Ancien nageur, Pascal Plante connait l’importante du son, qu’il soigne tout au long de son film. La première scène ouvre sur un entraînement qu’il guide ce dernier. Par la voix de l’entraineur, il nous rappelle ce que c’est qu’être guidé.e, les « séries » dont on perd le compte, le fait de nager sans plus se poser de questions. Puis, dans le sensationnel des Jeux Olympiques, Pascal Plante donne les derniers coups de pinceau au tableau qu’il dépeint de la discipline sportive des nageurs.euses de haut niveau.

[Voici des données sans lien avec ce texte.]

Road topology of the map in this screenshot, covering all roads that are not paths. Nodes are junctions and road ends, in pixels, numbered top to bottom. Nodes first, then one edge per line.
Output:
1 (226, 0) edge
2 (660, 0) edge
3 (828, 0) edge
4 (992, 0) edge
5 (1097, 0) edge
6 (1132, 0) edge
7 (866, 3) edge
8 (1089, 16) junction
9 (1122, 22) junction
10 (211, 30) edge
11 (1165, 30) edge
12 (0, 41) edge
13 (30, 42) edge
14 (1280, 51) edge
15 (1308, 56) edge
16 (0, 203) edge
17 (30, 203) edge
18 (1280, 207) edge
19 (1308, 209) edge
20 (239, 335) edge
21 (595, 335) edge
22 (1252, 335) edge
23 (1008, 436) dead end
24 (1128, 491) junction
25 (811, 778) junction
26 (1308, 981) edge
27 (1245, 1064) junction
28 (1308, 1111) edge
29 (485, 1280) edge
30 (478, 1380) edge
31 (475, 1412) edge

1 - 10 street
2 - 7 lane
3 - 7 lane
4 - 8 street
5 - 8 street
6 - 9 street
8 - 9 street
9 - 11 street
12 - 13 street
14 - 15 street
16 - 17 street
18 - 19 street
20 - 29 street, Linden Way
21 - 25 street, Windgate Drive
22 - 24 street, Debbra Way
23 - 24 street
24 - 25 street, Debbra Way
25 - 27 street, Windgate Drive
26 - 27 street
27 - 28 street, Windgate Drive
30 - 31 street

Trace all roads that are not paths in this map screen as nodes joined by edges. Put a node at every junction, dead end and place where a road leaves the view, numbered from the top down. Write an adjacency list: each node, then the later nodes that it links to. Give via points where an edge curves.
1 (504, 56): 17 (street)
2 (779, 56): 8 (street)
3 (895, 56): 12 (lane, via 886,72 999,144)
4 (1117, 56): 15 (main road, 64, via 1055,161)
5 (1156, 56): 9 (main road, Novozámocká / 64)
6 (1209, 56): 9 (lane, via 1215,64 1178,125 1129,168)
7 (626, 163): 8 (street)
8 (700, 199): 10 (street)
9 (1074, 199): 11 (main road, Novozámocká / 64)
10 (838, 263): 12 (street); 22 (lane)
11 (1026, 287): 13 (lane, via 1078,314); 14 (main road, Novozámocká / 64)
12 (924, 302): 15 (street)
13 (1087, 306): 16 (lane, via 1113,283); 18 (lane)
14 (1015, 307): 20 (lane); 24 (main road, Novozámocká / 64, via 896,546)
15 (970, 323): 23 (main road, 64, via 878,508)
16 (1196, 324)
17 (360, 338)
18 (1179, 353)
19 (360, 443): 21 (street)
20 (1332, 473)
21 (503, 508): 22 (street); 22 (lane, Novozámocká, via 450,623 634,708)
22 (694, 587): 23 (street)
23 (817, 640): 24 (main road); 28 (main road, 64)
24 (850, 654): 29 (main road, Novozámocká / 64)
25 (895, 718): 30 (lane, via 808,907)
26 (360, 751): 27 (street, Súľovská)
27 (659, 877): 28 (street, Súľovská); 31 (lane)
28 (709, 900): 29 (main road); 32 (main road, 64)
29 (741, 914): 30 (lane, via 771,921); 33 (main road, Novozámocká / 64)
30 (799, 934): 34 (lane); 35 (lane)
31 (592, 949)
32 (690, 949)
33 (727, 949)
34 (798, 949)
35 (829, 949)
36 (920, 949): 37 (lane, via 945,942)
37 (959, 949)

Et c’est encore à travers le son qu’il retranscrit le mieux les Jeux Olympiques vécue par Nadia (Katerine Savard) : le bruit assourdissant de la piscine, les cris et encouragements. Puis d’un coup, le plongeon et le bruit étouffé par l’eau, rien que l’eau.

Le réalisateur filme ici les corps d’athlètes sous toutes leurs facettes : tant leur force et leur impressionnante stature, que leur fragilité, et le sérieux des rituels mis en place pour les soigner et les préserver. Il filme notamment avec finesse la façon dont est perçue la féminité des corps de nageuses, sujets à commentaires et objectification.

Accessible pour les anciens nageurs.euses, comme pour les novices, on y perçoit surtout, sans apitoiement, la pression du sport, la cruauté de celui-ci, mais aussi celle des attentes des sportifs.ves envers eux-mêmes, tout comme celle des journalistes.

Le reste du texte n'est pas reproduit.